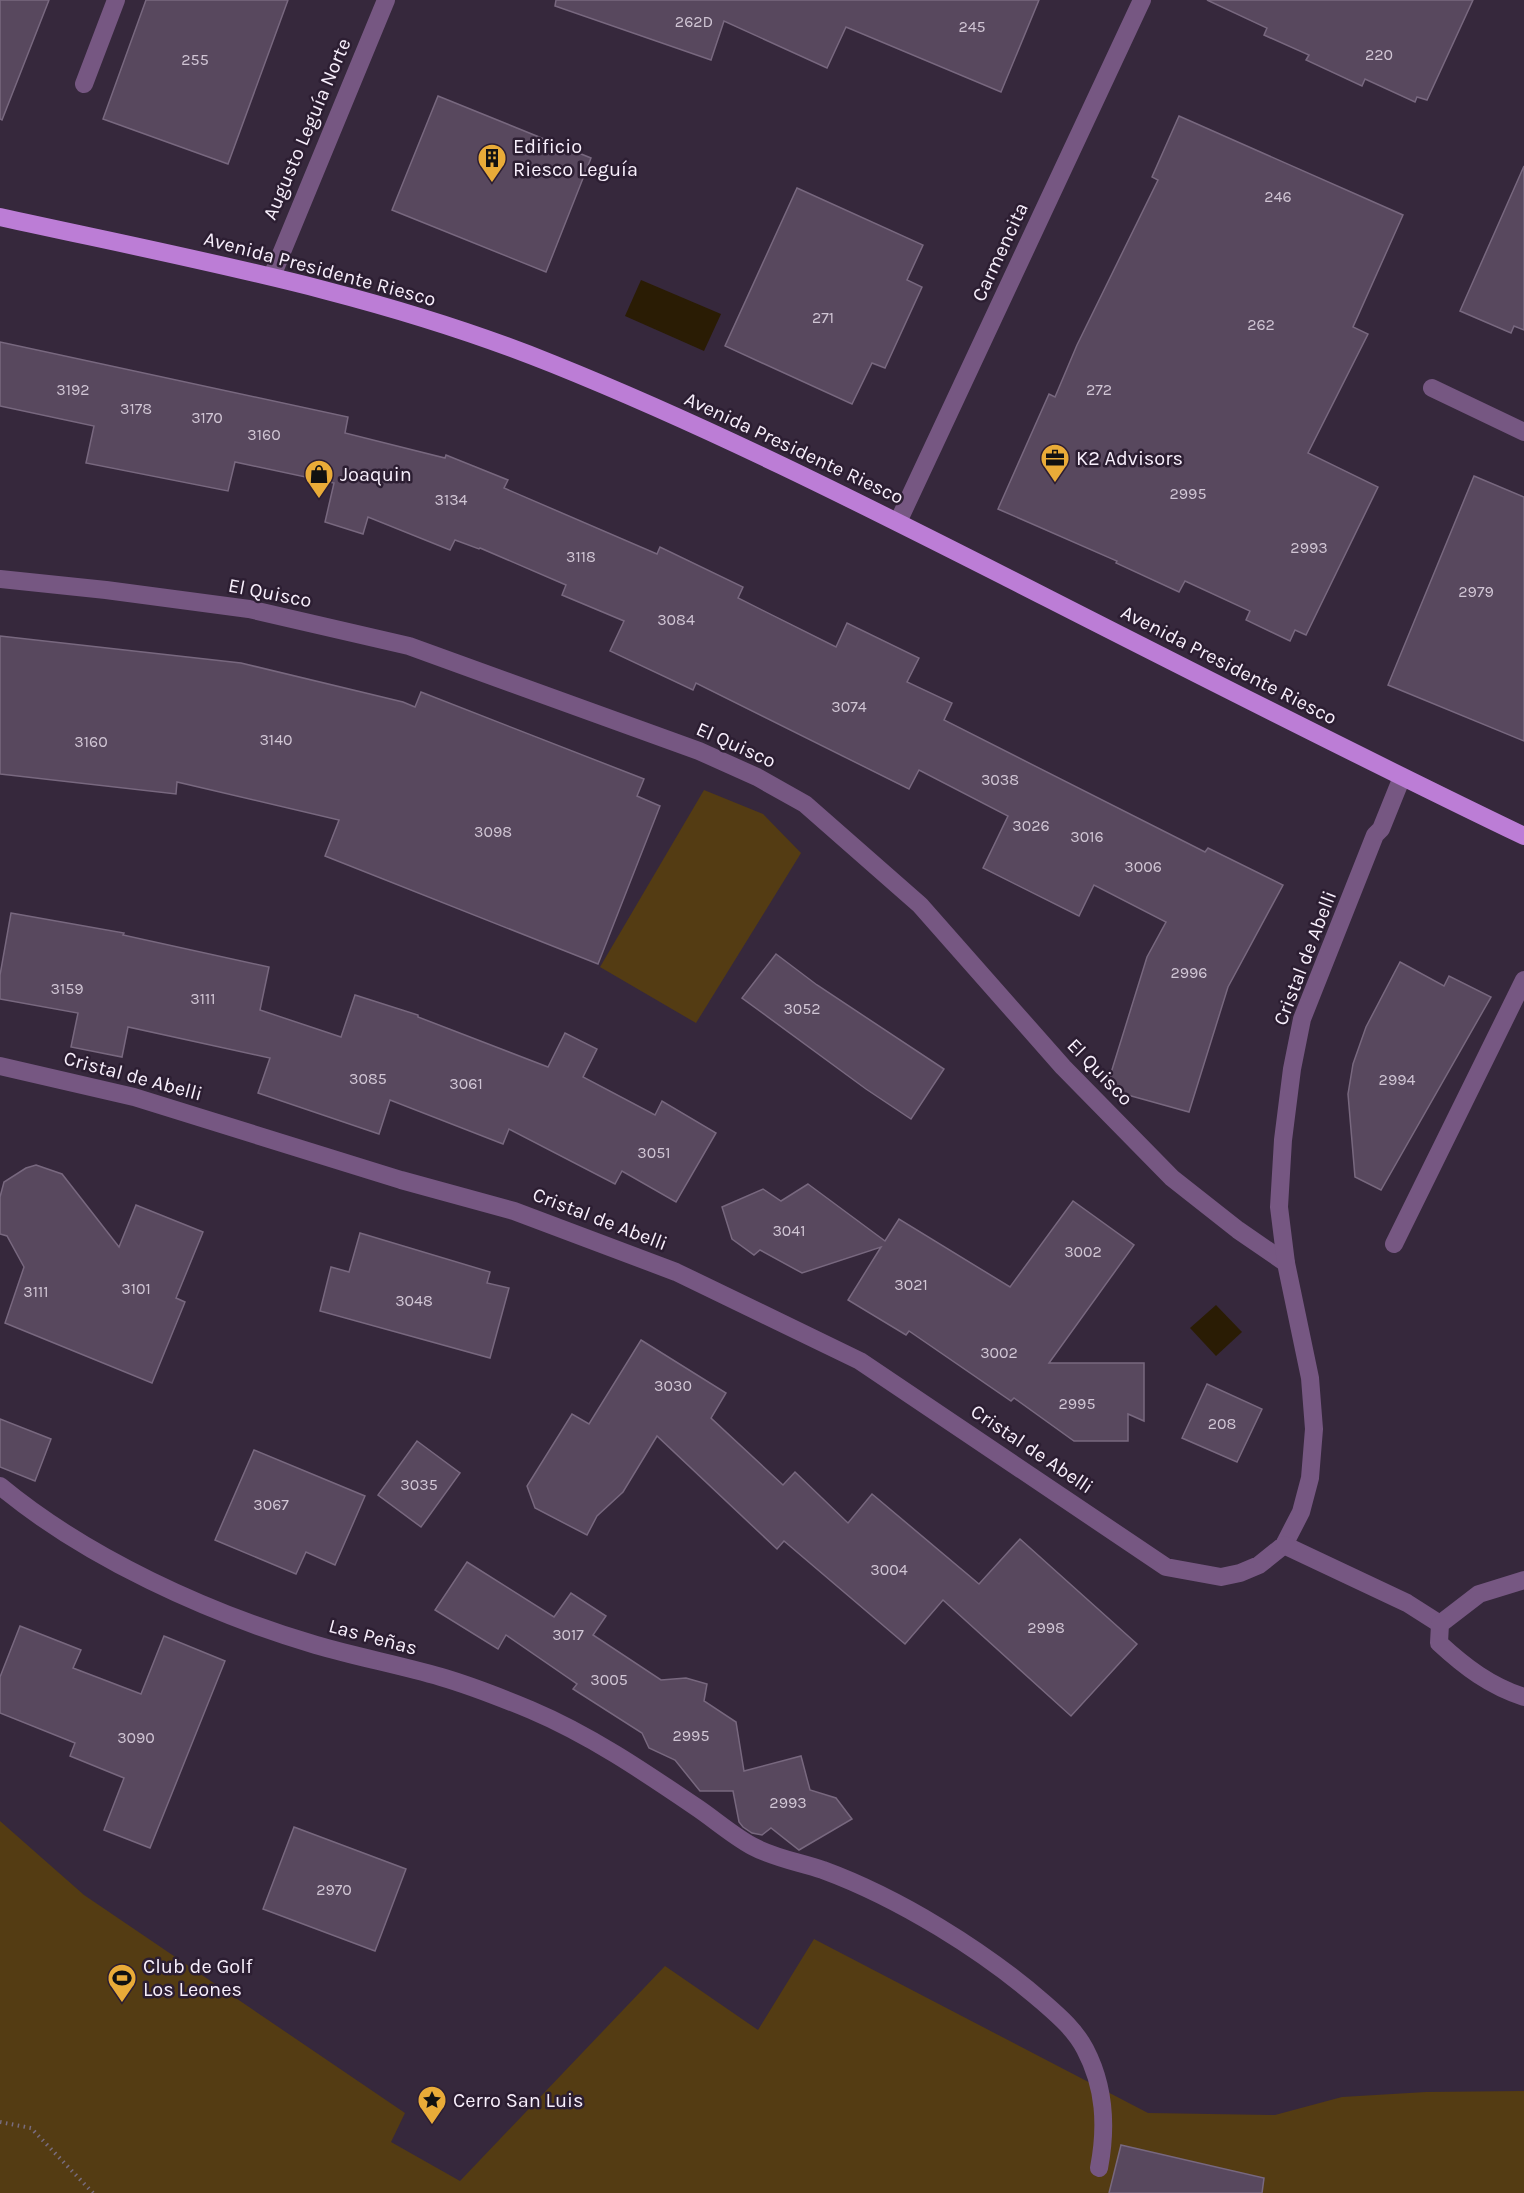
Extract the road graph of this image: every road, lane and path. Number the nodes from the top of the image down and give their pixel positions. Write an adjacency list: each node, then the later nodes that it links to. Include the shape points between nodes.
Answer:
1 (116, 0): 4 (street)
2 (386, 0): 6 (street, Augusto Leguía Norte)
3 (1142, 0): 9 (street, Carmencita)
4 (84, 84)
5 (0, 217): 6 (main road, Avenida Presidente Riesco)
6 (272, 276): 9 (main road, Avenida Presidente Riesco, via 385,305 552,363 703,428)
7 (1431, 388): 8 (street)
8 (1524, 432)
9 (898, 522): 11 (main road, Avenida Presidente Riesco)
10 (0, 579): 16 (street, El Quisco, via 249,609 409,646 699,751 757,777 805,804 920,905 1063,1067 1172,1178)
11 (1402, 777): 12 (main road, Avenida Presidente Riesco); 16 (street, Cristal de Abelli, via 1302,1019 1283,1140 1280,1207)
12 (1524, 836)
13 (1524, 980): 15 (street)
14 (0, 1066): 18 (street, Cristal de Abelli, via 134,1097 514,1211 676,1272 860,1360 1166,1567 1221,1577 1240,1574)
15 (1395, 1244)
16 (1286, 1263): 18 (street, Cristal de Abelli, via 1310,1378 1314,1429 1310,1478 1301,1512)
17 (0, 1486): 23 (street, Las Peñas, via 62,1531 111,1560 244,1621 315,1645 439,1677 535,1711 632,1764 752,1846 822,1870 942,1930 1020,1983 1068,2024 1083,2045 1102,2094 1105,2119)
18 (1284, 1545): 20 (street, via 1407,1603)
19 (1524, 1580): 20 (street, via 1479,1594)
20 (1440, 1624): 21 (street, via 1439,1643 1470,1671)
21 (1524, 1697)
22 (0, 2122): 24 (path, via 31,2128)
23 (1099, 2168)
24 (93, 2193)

=-=-=-=-=

Everything in the data must be printed verbatim except the pictures.

Extract the road graph of this image: every road, lane and path. Number the nodes from the top of the image down and give their pixel positions. Write an adjacency list: each node, then the later nodes that it links to. Include the shape points between nodes.
Answer:
1 (116, 0): 4 (street)
2 (386, 0): 6 (street, Augusto Leguía Norte)
3 (1142, 0): 9 (street, Carmencita)
4 (84, 84)
5 (0, 217): 6 (main road, Avenida Presidente Riesco)
6 (272, 276): 9 (main road, Avenida Presidente Riesco, via 385,305 552,363 703,428)
7 (1431, 388): 8 (street)
8 (1524, 432)
9 (898, 522): 11 (main road, Avenida Presidente Riesco)
10 (0, 579): 16 (street, El Quisco, via 249,609 409,646 699,751 757,777 805,804 920,905 1063,1067 1172,1178)
11 (1402, 777): 12 (main road, Avenida Presidente Riesco); 16 (street, Cristal de Abelli, via 1302,1019 1283,1140 1280,1207)
12 (1524, 836)
13 (1524, 980): 15 (street)
14 (0, 1066): 18 (street, Cristal de Abelli, via 134,1097 514,1211 676,1272 860,1360 1166,1567 1221,1577 1240,1574)
15 (1395, 1244)
16 (1286, 1263): 18 (street, Cristal de Abelli, via 1310,1378 1314,1429 1310,1478 1301,1512)
17 (0, 1486): 23 (street, Las Peñas, via 62,1531 111,1560 244,1621 315,1645 439,1677 535,1711 632,1764 752,1846 822,1870 942,1930 1020,1983 1068,2024 1083,2045 1102,2094 1105,2119)
18 (1284, 1545): 20 (street, via 1407,1603)
19 (1524, 1580): 20 (street, via 1479,1594)
20 (1440, 1624): 21 (street, via 1439,1643 1470,1671)
21 (1524, 1697)
22 (0, 2122): 24 (path, via 31,2128)
23 (1099, 2168)
24 (93, 2193)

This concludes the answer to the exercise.